Similar questions have been asked before, but the answers still seem unclear. It would be great to get some clarification since more people seem to be trying to achieve the same.

https://github.com/OpenKinect/libfreenect2/issues/1021 @xlz suggests using Registration apply(), but it is not clear how to use it for a coordinate in color space.

https://github.com/OpenKinect/libfreenect2/issues/708 @kalluwa seems to have successfully mapped color to depth using a 5x3 upsampling filter, but it is not clear how to do that to convert a coordinate.

https://github.com/OpenKinect/libfreenect2/issues/1081 poses a similar question and @floe suggests using the Registration class, but the methods in that class expect coordinates already in depth space.

https://github.com/OpenKinect/libfreenect2/issues/913 @madsherlock creates a high density point cloud using all 1920x1080 pixels from bigdepth, but the intention here is to find an equivalent point in the 'low density' 512x424 point cloud

xlz commented 4 years ago

Yeah I misunderstood the direction of the mapping in that question.
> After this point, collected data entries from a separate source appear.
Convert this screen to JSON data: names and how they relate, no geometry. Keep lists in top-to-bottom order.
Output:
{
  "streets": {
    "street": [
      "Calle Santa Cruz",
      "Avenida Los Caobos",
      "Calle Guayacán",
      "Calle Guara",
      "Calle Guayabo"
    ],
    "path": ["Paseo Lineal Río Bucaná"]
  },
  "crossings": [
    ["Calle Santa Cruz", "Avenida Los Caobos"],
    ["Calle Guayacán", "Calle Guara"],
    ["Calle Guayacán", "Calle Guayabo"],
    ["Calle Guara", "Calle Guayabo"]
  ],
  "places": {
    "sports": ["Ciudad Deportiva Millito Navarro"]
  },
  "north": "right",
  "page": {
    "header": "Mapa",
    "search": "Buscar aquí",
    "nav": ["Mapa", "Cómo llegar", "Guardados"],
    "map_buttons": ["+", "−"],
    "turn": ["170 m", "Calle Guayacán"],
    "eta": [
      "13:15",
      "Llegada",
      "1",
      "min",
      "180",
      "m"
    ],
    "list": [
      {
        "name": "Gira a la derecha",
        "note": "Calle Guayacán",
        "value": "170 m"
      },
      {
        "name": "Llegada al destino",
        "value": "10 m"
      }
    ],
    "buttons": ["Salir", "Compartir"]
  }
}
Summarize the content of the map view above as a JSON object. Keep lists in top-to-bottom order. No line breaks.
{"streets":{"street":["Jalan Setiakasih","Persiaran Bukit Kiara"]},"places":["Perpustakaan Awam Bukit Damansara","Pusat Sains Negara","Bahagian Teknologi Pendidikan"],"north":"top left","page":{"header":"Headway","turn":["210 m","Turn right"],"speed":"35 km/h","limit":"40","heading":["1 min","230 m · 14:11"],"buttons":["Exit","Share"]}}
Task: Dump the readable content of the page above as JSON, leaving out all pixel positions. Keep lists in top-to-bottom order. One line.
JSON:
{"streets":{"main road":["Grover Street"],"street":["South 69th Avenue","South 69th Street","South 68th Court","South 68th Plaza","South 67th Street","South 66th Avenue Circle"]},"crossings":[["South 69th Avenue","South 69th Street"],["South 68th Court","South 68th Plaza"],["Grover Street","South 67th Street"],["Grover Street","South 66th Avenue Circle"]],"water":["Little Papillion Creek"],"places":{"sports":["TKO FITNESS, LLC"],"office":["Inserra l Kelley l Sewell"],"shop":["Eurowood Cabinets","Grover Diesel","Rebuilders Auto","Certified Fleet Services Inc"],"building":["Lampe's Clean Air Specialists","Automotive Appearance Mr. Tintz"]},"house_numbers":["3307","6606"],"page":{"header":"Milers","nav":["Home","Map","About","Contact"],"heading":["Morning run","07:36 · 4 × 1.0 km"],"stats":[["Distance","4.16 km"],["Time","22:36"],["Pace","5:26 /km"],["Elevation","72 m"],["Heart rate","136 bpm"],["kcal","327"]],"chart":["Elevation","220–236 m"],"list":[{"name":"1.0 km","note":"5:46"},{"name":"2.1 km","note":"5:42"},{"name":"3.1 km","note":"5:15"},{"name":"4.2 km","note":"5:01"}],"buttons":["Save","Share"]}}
The reason there is no direct color_coord -> depth_coord mapping is because the known mapping of depth_coord -> color_coord is nonlinear, see https://github.com/OpenKinect/libfreenect2/blob/master/src/registration.cpp#L87. You can create more accurate mapping of color_coord -> depth_coord with your own extrinsic calibration than the factory calibration, but this library can only work with the factory one.

bigdepth contains what you're looking for but for all color pixels. It is indeed produced with a 5x3 upsampling filter inside Registration class. Since we don't have direct color_coord -> depth_coord mapping what happens is that while the function iterates through each depth pixel, it calculates the corresponding color coordinate and assigns depth values to the 5x3 color area around that coordinate.

But bigdepth may be a waste when you only care about one pixel. The alternative is to produce an inverse mapping of RegistrationImpl::depth_to_color, which is cubic. I think typically only numerical methods are suitable for that and we don't have an elegant implementation to be included here.

brunoimbrizi commented 4 years ago

Thank you for the clear answer.

As you mentioned bigdepth does assign depth to all color pixels, so the information is there, it is just not exposed.

As a quick experiment I tried creating getPointXYZBig which is cheap a copy of getPointXYZ using bigdepth instead of undistorted and color camera parameters instead of depth camera parameters. It does return useful world coordinates, but only if the point cloud is also generated using bigdepth coordinates [1920, 1080] (which was the case in https://github.com/OpenKinect/libfreenect2/issues/913). If the point cloud is generated with RGB registered pixels, then coordinates returned by getPointXYZBig are off.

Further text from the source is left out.